Now, however, we have a few guys who were around when the original hobby that started it all exploded commercially. They want to recreate that explosion, see if lightning can strike twice. Good for them I say. All the best. The are taking a different approach to the OSR than the existing members of the OSR are taking. They see a potential untapped market, beyond a few dozen bloggers and boards full of people who are basically playing some version of a game they played 20+ years ago. These old timers think that the Old School approach to publishing modules and perhaps a rule system, defined by them SPECIFICALLY as "rules-light, very dependent on DM quality, heavy on innovation & enjoyment" might have a viable market outside a couple hundred people. They think that with the right amount of money, mixed with the right amount of creativity and business savvy, it can work and new people can be brought into the OSR, perhaps people who've never played D&D in any way, shape, or form before. They are treating the OSR not as a hobby, but as a business opportunity and the players and potential new players as an untapped market. They have a vision of expansion. Imagine that. You might be able to actually walk into one of the few gaming stores left, open up a LL or S&W based module, and have people who recognize the game and want to play with you.

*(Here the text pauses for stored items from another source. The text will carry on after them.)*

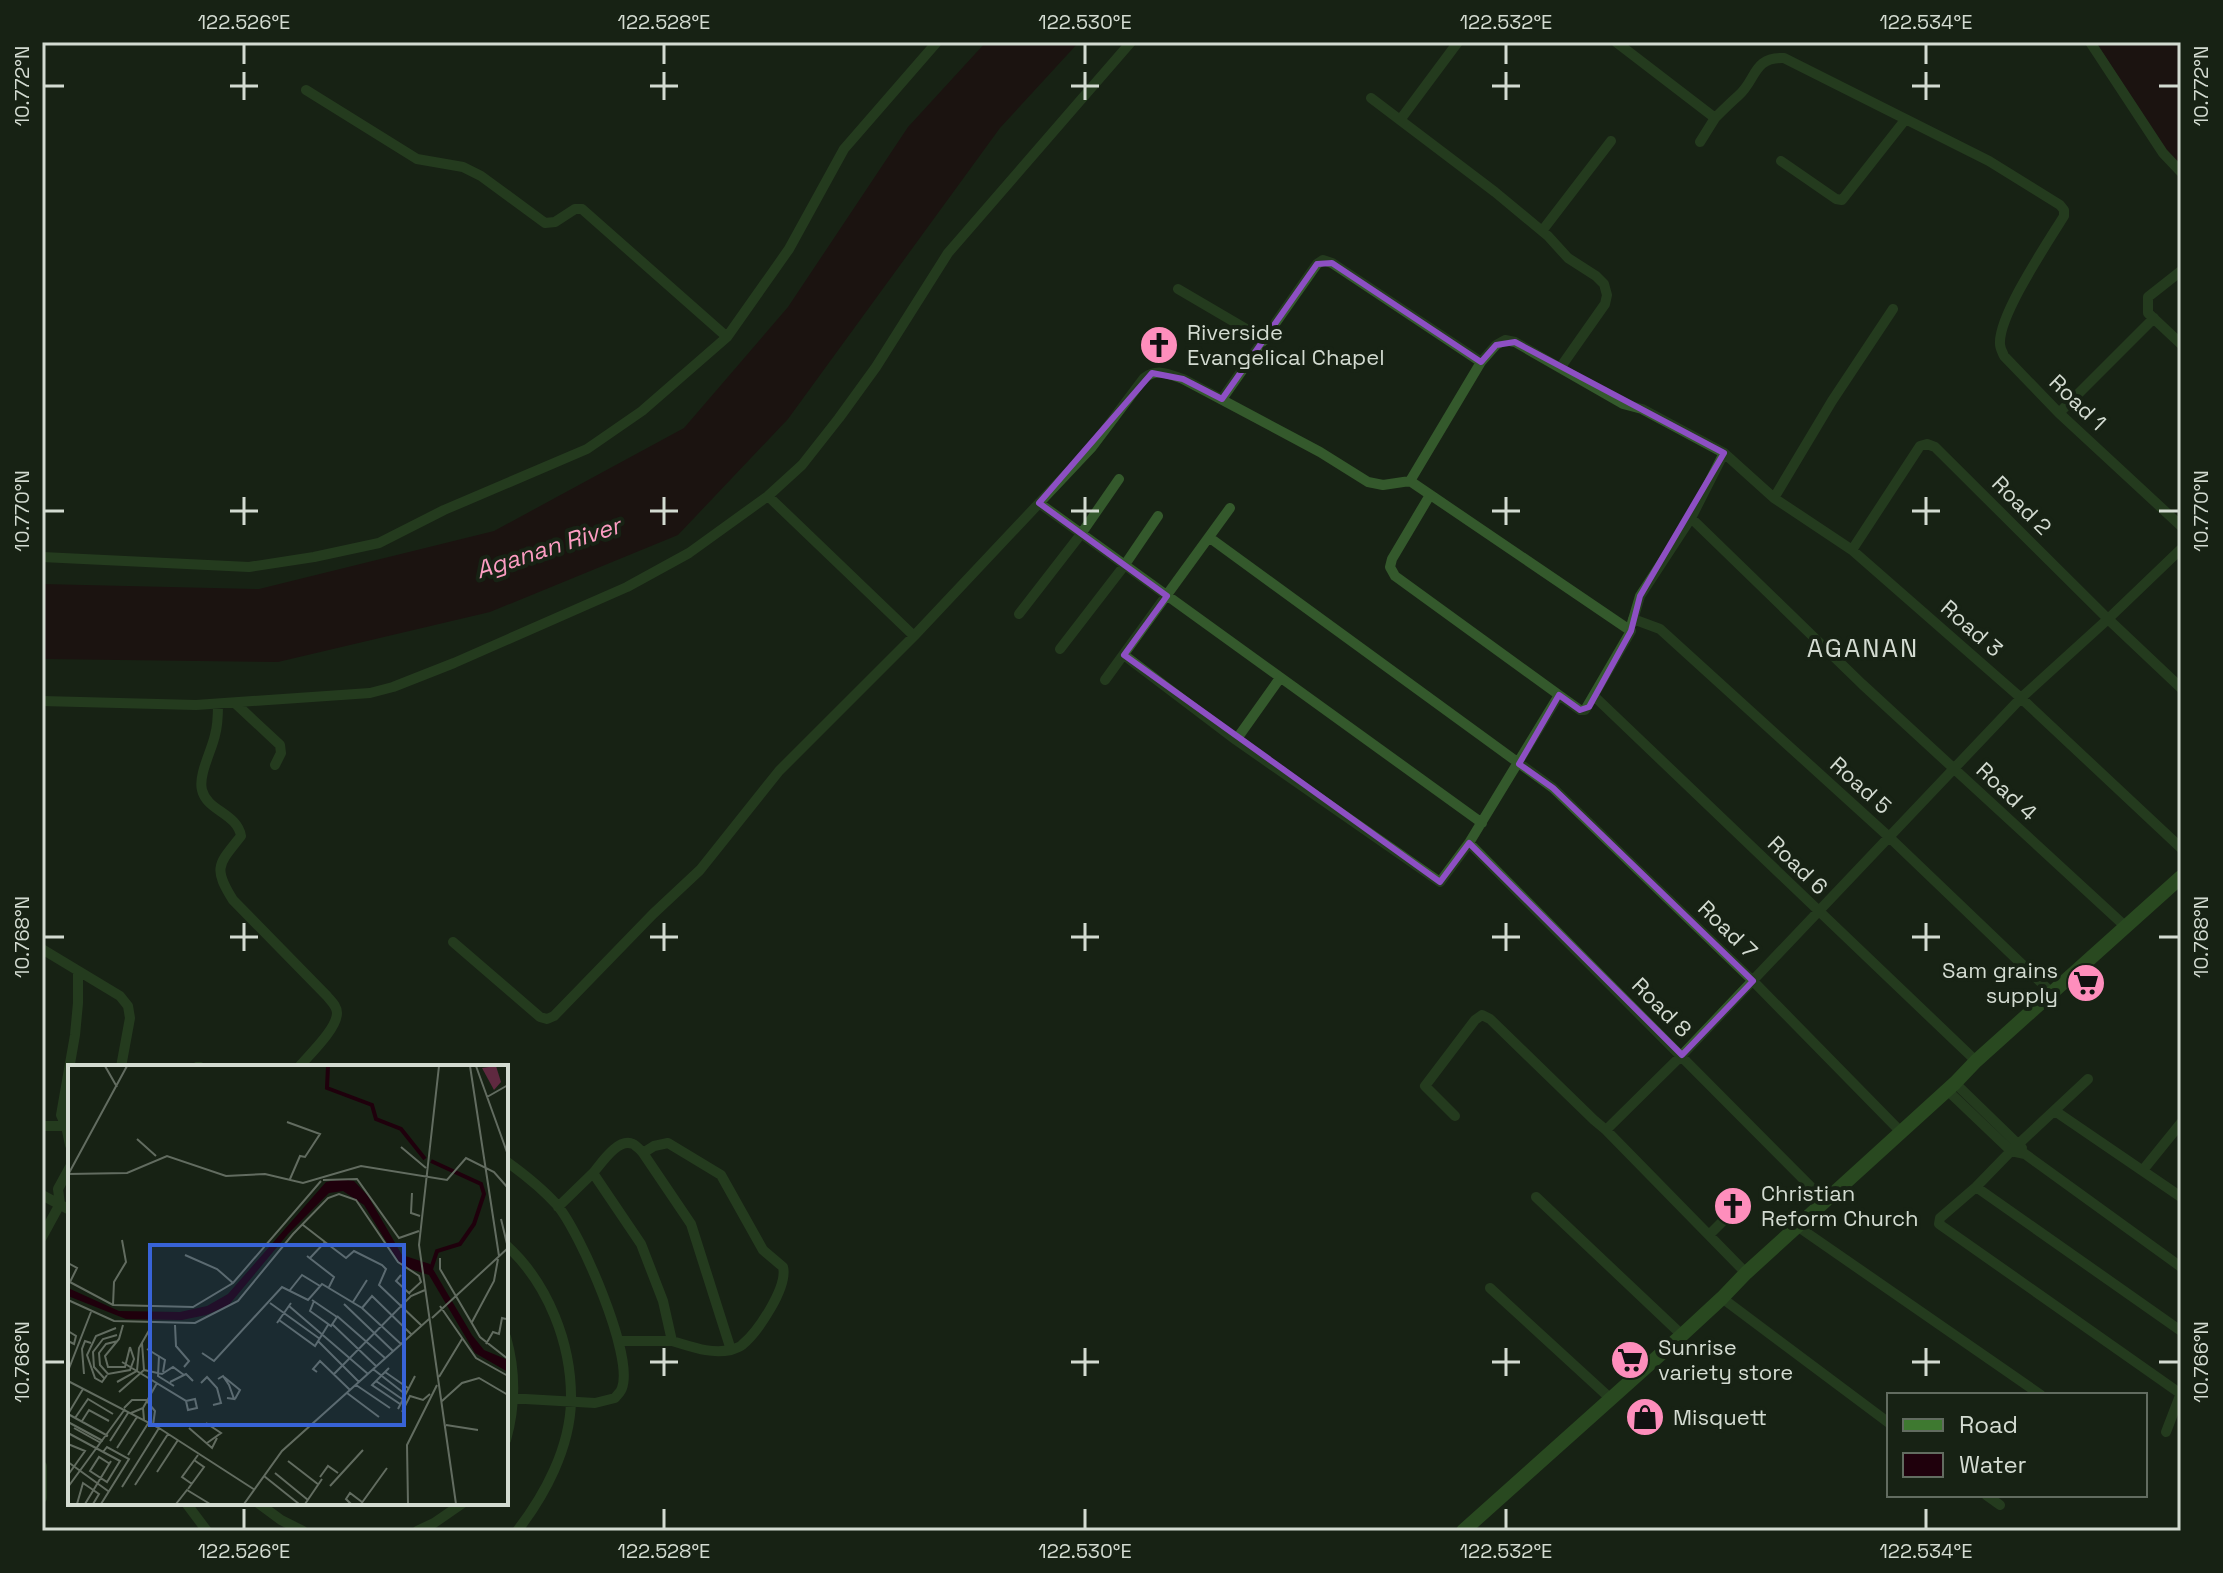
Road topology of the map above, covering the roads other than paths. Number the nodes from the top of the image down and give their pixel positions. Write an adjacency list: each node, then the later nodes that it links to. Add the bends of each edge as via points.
1 (937, 42): 20 (street, via 844,149 789,249)
2 (1131, 42): 31 (street, via 948,253 839,418 802,465)
3 (1458, 42): 9 (street)
4 (1616, 42): 8 (street)
5 (2090, 42): 14 (street)
6 (306, 90): 20 (street, via 417,159 463,167 481,176 545,223 582,209)
7 (1371, 98): 9 (street)
8 (1715, 118): 10 (street, via 1739,96 1760,65 1784,58); 12 (street)
9 (1400, 120): 15 (street)
10 (1905, 120): 13 (street, via 1842,200); 26 (street, Road 1, via 1989,161 2064,210 2022,286 2000,346)
11 (1611, 141): 15 (street)
12 (1700, 142)
13 (1781, 161)
14 (2181, 172)
15 (1542, 231): 24 (street, via 1568,258 1596,276 1607,295)
16 (2181, 271): 19 (street, via 2148,297 2148,313)
17 (1178, 289): 21 (street)
18 (1893, 309): 32 (street)
19 (2154, 318): 22 (street); 26 (street)
20 (727, 337): 42 (street, via 642,411 587,449 379,543 249,567)
21 (1265, 340): 23 (street, via 1323,260); 25 (street)
22 (2181, 344)
23 (1481, 362): 24 (street, Road 3, via 1505,340); 29 (street)
24 (1560, 368): 27 (street, Road 3)
25 (1222, 399): 29 (street, via 1368,482); 33 (street, via 1162,371 1152,373)
26 (2059, 413): 37 (street, Road 1)
27 (1724, 453): 32 (street, Road 3); 36 (street)
28 (1119, 479): 38 (street)
29 (1410, 481): 30 (street)
30 (1430, 495): 48 (street); 55 (street, via 1392,559 1395,576)
31 (768, 496): 49 (street); 59 (street, via 656,572 393,687)
32 (1774, 498): 41 (street, Road 3)
33 (1039, 503): 38 (street); 49 (street)
34 (1230, 508): 39 (street)
35 (1158, 516): 43 (street)
36 (1691, 518): 46 (street, via 1640,596); 64 (street, Road 4)
37 (2181, 526)
38 (1081, 534): 43 (street); 45 (street)
39 (1210, 538): 44 (street); 62 (street, Road 7)
40 (2181, 549): 47 (street)
41 (1852, 550): 47 (street, Road 2, via 1920,446 1927,444); 57 (street, Road 3)
42 (42, 557)
43 (1124, 566): 44 (street); 50 (street)
44 (1167, 596): 51 (street); 52 (street)
45 (1019, 614)
46 (1633, 619): 48 (street); 66 (street, Road 5, via 1660,629)
47 (2108, 619): 54 (street, Road 2); 57 (street)
48 (1631, 631): 56 (street)
49 (914, 636): 72 (street, via 779,771 700,870 554,1016 540,1017)
50 (1060, 649)
51 (1124, 655): 53 (street); 61 (street)
52 (1280, 678): 61 (street); 65 (street)
53 (1105, 680)
54 (2181, 688)
55 (1559, 695): 56 (street, via 1580,710); 62 (street)
56 (1594, 696): 70 (street, Road 6)
57 (2021, 698): 64 (street); 68 (street, Road 3)
58 (42, 701): 60 (street)
59 (235, 703): 60 (street); 63 (street, via 280,745)
60 (218, 704): 81 (street, via 215,736 200,782 207,799 235,821 241,836 221,861 222,883 337,1013 333,1026)
61 (1236, 740): 67 (street, via 1440,882)
62 (1519, 764): 65 (street); 75 (street, Road 7, via 1553,788)
63 (275, 765)
64 (1955, 770): 66 (street); 71 (street, Road 4)
65 (1482, 823): 67 (street)
66 (1888, 836): 70 (street); 76 (street, Road 5)
67 (1469, 843): 77 (street, Road 8)
68 (2181, 848)
69 (2181, 877): 71 (main road)
70 (1818, 912): 75 (street); 78 (street, Road 6)
71 (2126, 927): 76 (main road)
72 (453, 942)
73 (42, 949): 74 (street)
74 (78, 971): 79 (street); 80 (street, via 128,1006)
75 (1753, 981): 77 (street); 91 (street, Road 7)
76 (2052, 993): 78 (main road)
77 (1682, 1055): 90 (street); 104 (street, Road 8)
78 (1976, 1061): 84 (main road)
79 (70, 1065)
80 (121, 1065)
81 (301, 1065)
82 (68, 1075): 89 (street, via 61,1115)
83 (2088, 1079): 85 (street)
84 (1951, 1086): 91 (main road); 93 (street)
85 (2055, 1111): 93 (street); 96 (street)
86 (1455, 1116): 90 (street, via 1425,1086 1482,1015)
87 (2181, 1123): 92 (street)
88 (42, 1126): 89 (street)
89 (68, 1126)
90 (1606, 1130): 109 (street)
91 (1901, 1132): 104 (main road)
92 (2177, 1136): 96 (street)
93 (2015, 1147): 99 (street); 112 (street)
94 (643, 1153): 98 (street, via 626,1142); 121 (street, via 691,1224); 121 (street, via 668,1143 721,1175 763,1250 783,1267 782,1285 762,1321)
95 (508, 1162): 107 (street)
96 (2143, 1170): 103 (street)
97 (68, 1171): 100 (street)
98 (593, 1173): 107 (street); 119 (street, via 641,1244)
99 (1976, 1187): 116 (street); 123 (street, via 1939,1224)
100 (58, 1189): 101 (street); 106 (street)
101 (43, 1196): 106 (street)
102 (1536, 1197): 117 (street)
103 (2181, 1197)
104 (1825, 1201): 108 (main road)
105 (1738, 1206): 109 (street)
106 (65, 1207): 110 (street)
107 (558, 1207): 118 (street, via 585,1253)
108 (1797, 1226): 113 (main road); 122 (street)
109 (1709, 1235): 113 (street)
110 (42, 1237)
111 (508, 1247): 126 (street, via 528,1269 555,1317)
112 (2181, 1267)
113 (1746, 1273): 115 (main road)
114 (1490, 1288): 125 (street)
115 (1722, 1298): 117 (main road); 127 (street)
116 (2181, 1331)
117 (1682, 1335): 125 (main road)
118 (620, 1341): 119 (street); 126 (street, via 623,1387 615,1398)
119 (672, 1341): 121 (street, via 705,1351)
120 (508, 1345): 124 (street, via 513,1366)
121 (731, 1350)
122 (2038, 1393)
123 (2181, 1394): 129 (street)
124 (510, 1398): 126 (street); 128 (street)
125 (1611, 1399): 141 (main road)
126 (571, 1402): 140 (street, via 560,1458)
127 (1887, 1422)
128 (508, 1432)
129 (2166, 1432)
130 (42, 1466): 132 (street)
131 (1989, 1497): 136 (street)
132 (42, 1498)
133 (188, 1505): 137 (street)
134 (261, 1505): 138 (street)
135 (460, 1505): 139 (street)
136 (2000, 1505)
137 (207, 1531)
138 (303, 1531)
139 (417, 1531)
140 (517, 1531)
141 (1463, 1531)

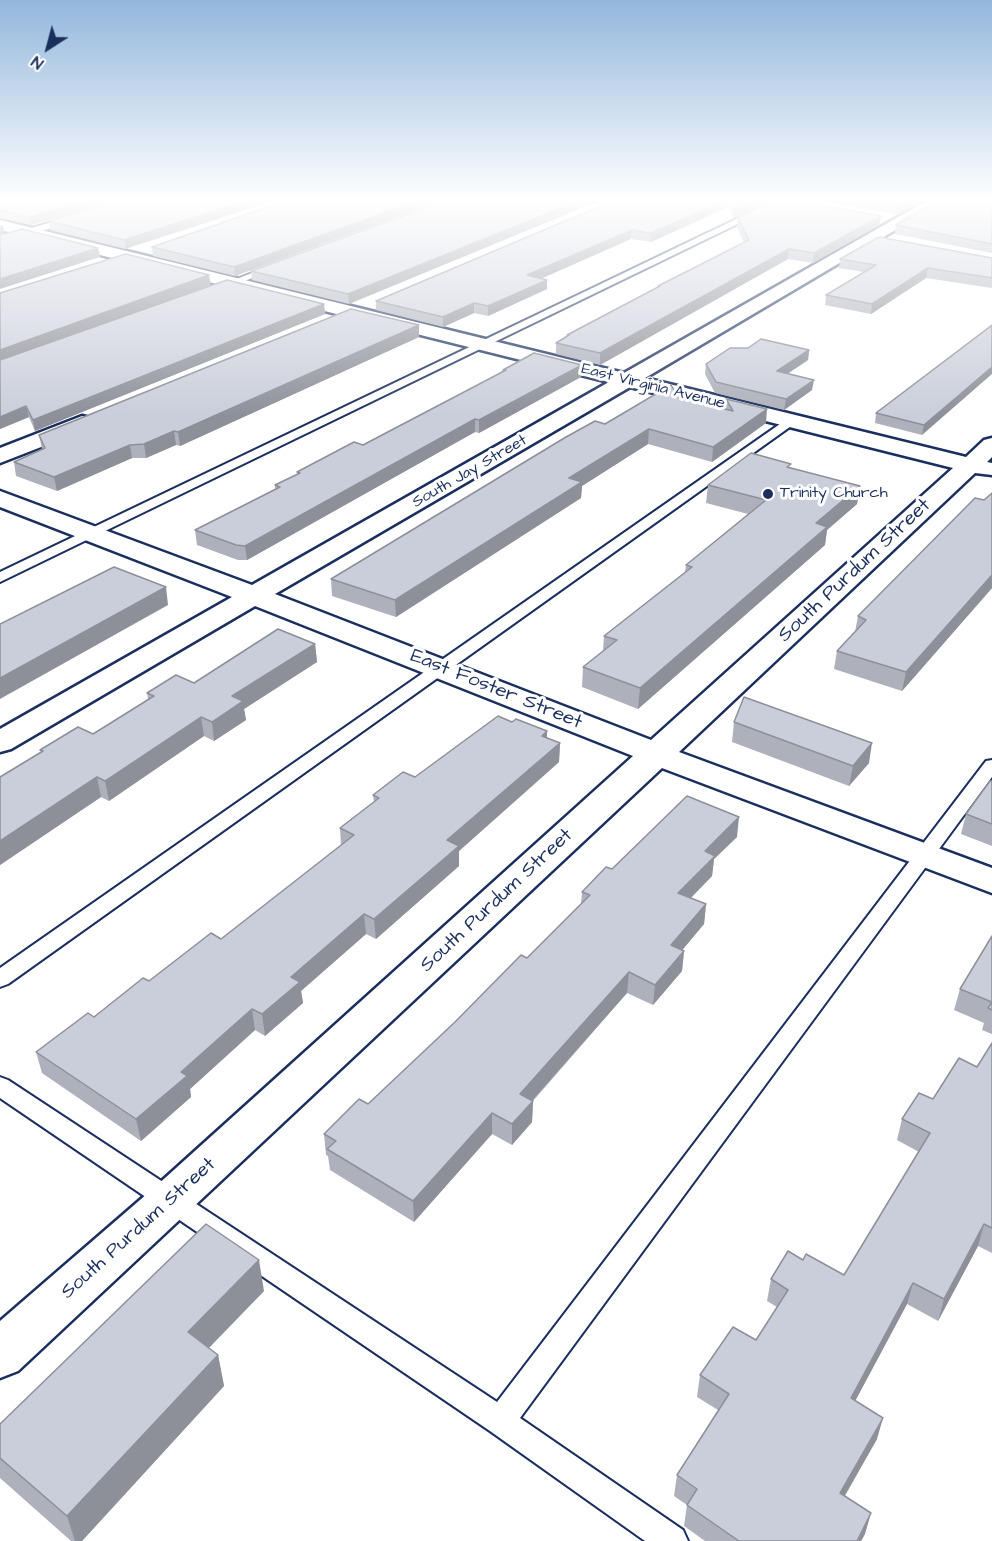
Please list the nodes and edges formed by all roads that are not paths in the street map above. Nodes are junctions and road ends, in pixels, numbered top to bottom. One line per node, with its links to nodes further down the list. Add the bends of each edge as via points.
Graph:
1 (188, 272): 5 (street, East Virginia Avenue)
2 (262, 272): 5 (lane)
3 (634, 272): 10 (lane)
4 (814, 272): 11 (street, South Jay Street)
5 (232, 283): 6 (lane); 8 (street, East Virginia Avenue)
6 (210, 291)
7 (381, 299): 8 (street)
8 (348, 312): 9 (street); 10 (street, East Virginia Avenue)
9 (326, 321)
10 (482, 346): 11 (street, East Virginia Avenue); 17 (lane)
11 (627, 380): 13 (street, East Virginia Avenue); 19 (street, South Jay Street)
12 (98, 416): 14 (street)
13 (790, 421): 15 (street, East Virginia Avenue); 20 (lane)
14 (0, 456)
15 (985, 460): 22 (street, South Purdum Street)
16 (0, 498): 17 (street, East Foster Street)
17 (92, 534): 18 (lane); 19 (street, East Foster Street)
18 (0, 578)
19 (255, 596): 20 (street, East Foster Street); 21 (street, South Jay Street)
20 (441, 668): 22 (street, East Foster Street); 26 (lane)
21 (0, 742)
22 (656, 754): 24 (street, East Foster Street); 28 (street, South Purdum Street)
23 (992, 765): 24 (lane)
24 (925, 855): 25 (street, East Foster Street); 30 (lane)
25 (992, 881)
26 (0, 979)
27 (0, 1086): 28 (lane)
28 (171, 1201): 29 (street, South Purdum Street); 30 (lane)
29 (0, 1354)
30 (500, 1421): 31 (lane)
31 (672, 1541)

Why the resistance to such a vision? Why the need to have the expansion be founded in the existing OSR movement's charter and bylaws as propounded English Common Law style by a bunch of people's blogs and board posts? Is it resentment that the playground might be overrun by the 3 big kids coming to play and the friends they bring? Is it hubris? Is it like those guys who always say "I like such-and-such band, but only their EARLY stuff"? Is it resentment to someone co-opting the movement for commercial purposes? To being treated as a demographic? Sounds like perhaps all of the above.
James made some comments on the differences in systems he will be publishing for, stating "Similarly, the scattershot approach -- "addressing many different OGL-based game systems" -- is, if handled poorly, a recipe for disaster, especially since many of the games cited are very different from one another, both mechanically and esthetically (not to mention the fact that several of them aren't in fact "OGL-based" at all). Any definition of "Old School approach" that encompasses both Savage Worlds and Pathfinder is, I fear, so broad as to be meaningless."
Call me unsophisticated and not a true connoisseur of the OSR, but to me LL, S&W, BFRPG, D&D, C&C, OD&D, OSRIC AD&D, 2E, and all the rest of the old school games or old school style games are basically 95% the same damn thing. Then you have the 3.0/3.5/Pathfinder world, with detailed skills, feats, and tactical miniature/grid combat as the main point of differentiation from the other games listed. All of those games are still so similar that you can mostly convert on the fly from one to the other while running a module. I've done it. So have many of you.
Disclosing my lack of sophistication in other areas and applying it here, I admit I can't tell the difference between most beers or between most wines. It's all alcohol to me. It all tastes basically the same, gives me a buzz if I take it in sufficient quantities, and I generally have a good time when I have a buzz. Same with all the older versions and clones of D&D. There's not a dime's worth of meaningful difference between them, I enjoy playing them all equally, and always have a good time. I'd play Rob Kuntz's Dark Chateau module with any system out there and have a damn good time doing so, either as a player or a DM.
Isn't that what its all about? Isn't it more important to share those good times with more people than just a small self-congratulatory echo-chamber of niche people? With the decline over time in new players to PnP RPG's, isn't any attempt to get people to play games of any and all systems a good thing? Who gives a shit if its not done one someone's terms, or within the auspices of the charter and bylaws of the established OSR? Sounds like snobbery, hubris and resentment. It's too bad.